Eine Offline Write Queue sichert Nutzeraktionen ohne Netz. Du lernst, wie pending writes später per Sync und Retry übertragen werden.

Eine Offline Write Queue hilft dir, Nutzeraktionen auch dann ernst zu nehmen, wenn das Gerät gerade kein Netz hat. Statt einen Kommentar, eine Checkbox oder eine Formularänderung zu verlieren, speichert deine App den Schreibvorgang lokal als pending write und synchronisiert ihn später per Sync und Retry mit dem Backend.

Was ist das?

Eine Offline Write Queue ist eine lokale Warteschlange für Schreiboperationen. Du speicherst nicht nur den fertigen Datensatz, sondern die Absicht des Nutzers: „Dieser Kommentar soll erstellt werden“, „diese Aufgabe soll erledigt werden“, „dieser Profilwert soll geändert werden“. Solange die App nicht sicher mit dem Server sprechen kann, bleibt diese Absicht lokal erhalten.

Das mentale Modell ist einfach: Lesen und Schreiben sind in einer Offline-First-App nicht dasselbe. Gelesene Daten liegen oft als Cache in Room oder DataStore. Schreibende Aktionen brauchen zusätzlich eine robuste Spur, damit sie später nachgeholt werden können. Diese Spur ist die Queue. Jeder Eintrag enthält typischerweise eine ID, den Typ der Aktion, die Nutzdaten, einen Status, einen Zeitstempel und Informationen zu bisherigen Versuchen.

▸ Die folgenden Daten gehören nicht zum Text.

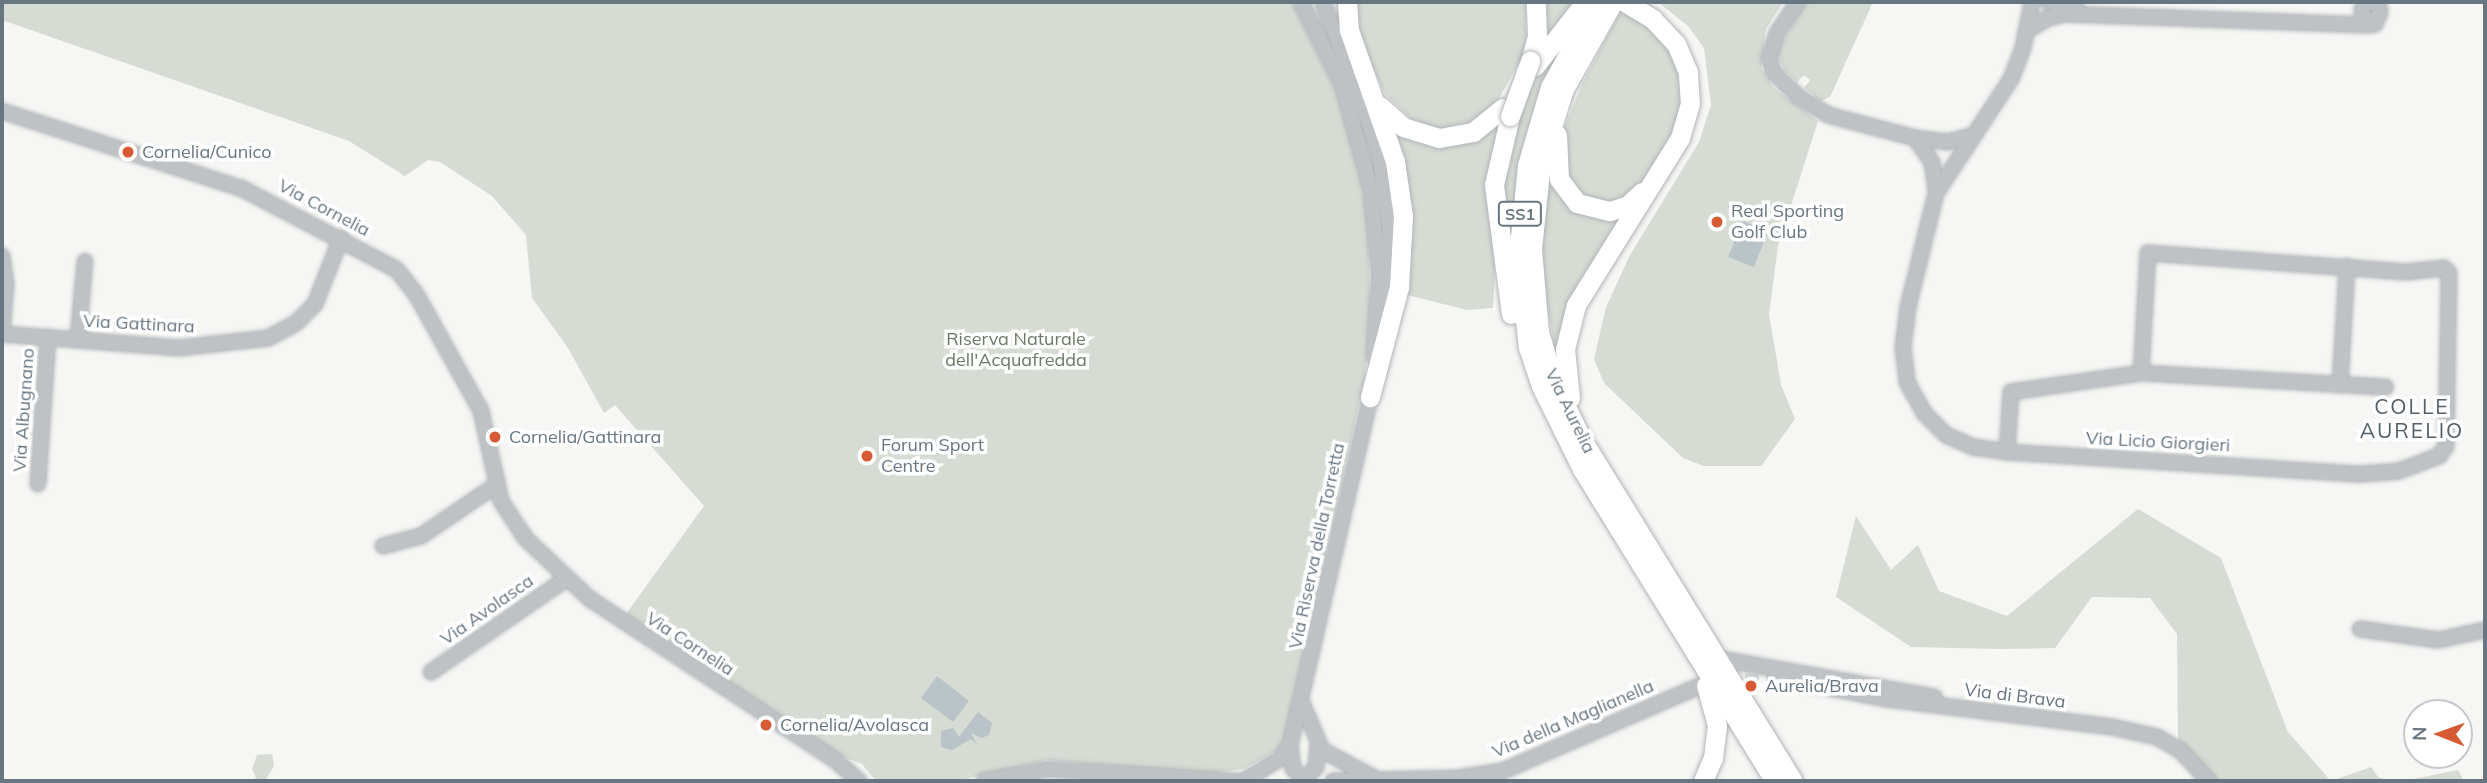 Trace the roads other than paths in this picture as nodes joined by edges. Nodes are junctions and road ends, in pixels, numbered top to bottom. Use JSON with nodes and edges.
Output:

Im modernen Android-Kontext gehört diese Logik in die Data Layer, nicht direkt in eine Compose-Funktion. Deine UI löst eine Aktion aus, ein Repository nimmt sie entgegen, speichert sie lokal und startet oder plant die Synchronisation. Compose beobachtet danach den lokalen Zustand. So fühlt sich die App reaktionsschnell an, auch wenn der Netzwerkteil noch aussteht.

Wichtig ist die Grenze des Themas: Eine Offline Write Queue ist kein allgemeiner Cache und kein vollständiges Konfliktlösungs-System. Sie beantwortet zuerst die Frage: Wie bewahrst du lokale Schreibaktionen sicher auf, bis sie übertragen werden können?

Wie funktioniert es?

Der Ablauf besteht aus vier Schritten. Erstens nimmt die App die Nutzeraktion entgegen. Zweitens speichert sie die Änderung lokal, damit sie nach Prozessende, App-Neustart oder Geräte-Neustart nicht verloren geht. Drittens markiert sie den Eintrag als pending. Viertens versucht ein Sync-Mechanismus, den Eintrag an den Server zu senden. Schlägt das fehl, bleibt der Eintrag in der Queue und wird später erneut versucht.

Für persistente Queues ist Room oft die passende Wahl, weil du strukturierte Einträge ablegen, abfragen und transaktional ändern kannst. Für sehr kleine Flags kann DataStore genügen, aber für mehrere pending writes mit Status, Reihenfolge und Retry-Zähler ist eine Datenbank meist klarer. Die eigentlichen Netzwerkaufrufe liegen in einer Data Source, während das Repository entscheidet, wann ein lokaler Queue-Eintrag erzeugt und wann er als synchronisiert markiert wird.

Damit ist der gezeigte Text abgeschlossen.